In 1526 he was appointed Ranger of Delamere Forest and Escheator of Cheshire although in some sources these appointments belonged to his brother William. Some grants like Keeper of Shotwick Park he was given jointly with his brother. Sometime after 1527, Urian married Margaret, daughter and sole heir to William Handford. As Groom of the Privy Chamber, Brereton would have been in the king's company on a daily basis and would have seen Anne Boleyn on a regular basis as well.

Although it is often said that Anne had a greyhound called Urian which was given to her by either William or Urian Brereton, historians now think the story has been misunderstood. Anne did have a greyhound because, in Henry VIII's privy purse expenses, there is a record of a farmer being paid 10 shillings in compensation for a cow which had been killed by two greyhounds who had slipped their leashes during an autumn hunt. One of the dogs belonged to Urian Brereton and the other belonged to Anne.

Despite both the queen's execution and his brother's execution in 1536 he continued to enjoy the king's favour, receiving the bulk of William's Cheshire estates—amounting to over 200 acres—from the king. In 1538 he was appointed Sheriff of Flint, and in July that year he became attorney to the king. Following the Dissolution of the Monasteries, the king granted Brereton the assets of Newnham Priory and Chester Priory.

Brereton was also involved in trying to negotiate the betrothal of Prince Edward to the infant Mary, Queen of Scots as part of the Treaty of Greenwich. Following the breakdown of that agreement, Henry VIII wanted retribution and in May 1544, he sent an army to Scotland which included the Burning of Leith. It was during this time that Brereton was knighted by the Earl of Hertford for valour.
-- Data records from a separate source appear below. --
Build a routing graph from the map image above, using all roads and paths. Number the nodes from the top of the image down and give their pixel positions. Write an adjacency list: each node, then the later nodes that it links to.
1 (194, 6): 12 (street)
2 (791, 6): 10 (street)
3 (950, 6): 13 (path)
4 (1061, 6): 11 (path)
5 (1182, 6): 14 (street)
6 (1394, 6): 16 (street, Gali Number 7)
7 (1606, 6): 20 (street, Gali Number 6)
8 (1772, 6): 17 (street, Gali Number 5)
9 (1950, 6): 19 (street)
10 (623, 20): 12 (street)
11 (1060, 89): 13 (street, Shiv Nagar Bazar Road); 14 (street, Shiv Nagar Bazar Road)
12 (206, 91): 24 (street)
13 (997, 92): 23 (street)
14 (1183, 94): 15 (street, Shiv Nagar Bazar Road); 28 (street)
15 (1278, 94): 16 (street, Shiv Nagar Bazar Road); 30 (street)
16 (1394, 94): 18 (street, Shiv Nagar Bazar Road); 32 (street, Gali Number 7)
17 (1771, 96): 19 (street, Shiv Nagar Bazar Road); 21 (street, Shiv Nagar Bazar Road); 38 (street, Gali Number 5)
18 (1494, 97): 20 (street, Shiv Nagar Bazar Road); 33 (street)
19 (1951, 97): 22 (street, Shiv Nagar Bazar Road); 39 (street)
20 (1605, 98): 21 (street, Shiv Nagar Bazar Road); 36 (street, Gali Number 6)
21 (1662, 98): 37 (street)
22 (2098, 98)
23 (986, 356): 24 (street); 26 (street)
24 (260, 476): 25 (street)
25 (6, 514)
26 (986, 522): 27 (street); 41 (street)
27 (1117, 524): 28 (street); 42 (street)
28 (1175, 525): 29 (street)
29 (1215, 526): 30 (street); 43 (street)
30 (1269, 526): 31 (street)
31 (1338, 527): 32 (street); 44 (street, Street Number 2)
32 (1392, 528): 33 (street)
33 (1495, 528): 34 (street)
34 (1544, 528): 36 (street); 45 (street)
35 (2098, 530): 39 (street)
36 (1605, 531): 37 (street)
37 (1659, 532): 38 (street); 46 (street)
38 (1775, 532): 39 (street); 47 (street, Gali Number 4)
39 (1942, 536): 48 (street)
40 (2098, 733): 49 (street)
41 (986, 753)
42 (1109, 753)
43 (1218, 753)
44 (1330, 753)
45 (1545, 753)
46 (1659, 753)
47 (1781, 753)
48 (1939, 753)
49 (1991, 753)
In 1550 he became the Escheator of Flint.

Brereton was responsible for the construction of Handforth Hall, where he died on 19 March 1577. He was buried in St Mary's Church, Cheadle, where he financed a screen to be installed round the Brereton chapel.

Brereton was the son of Sir Randle Brereton and Eleanor Dutton, brother of William Brereton, grandfather of Ambrose Barlow, and great-grandfather of Sir William Brereton, 1st Baronet.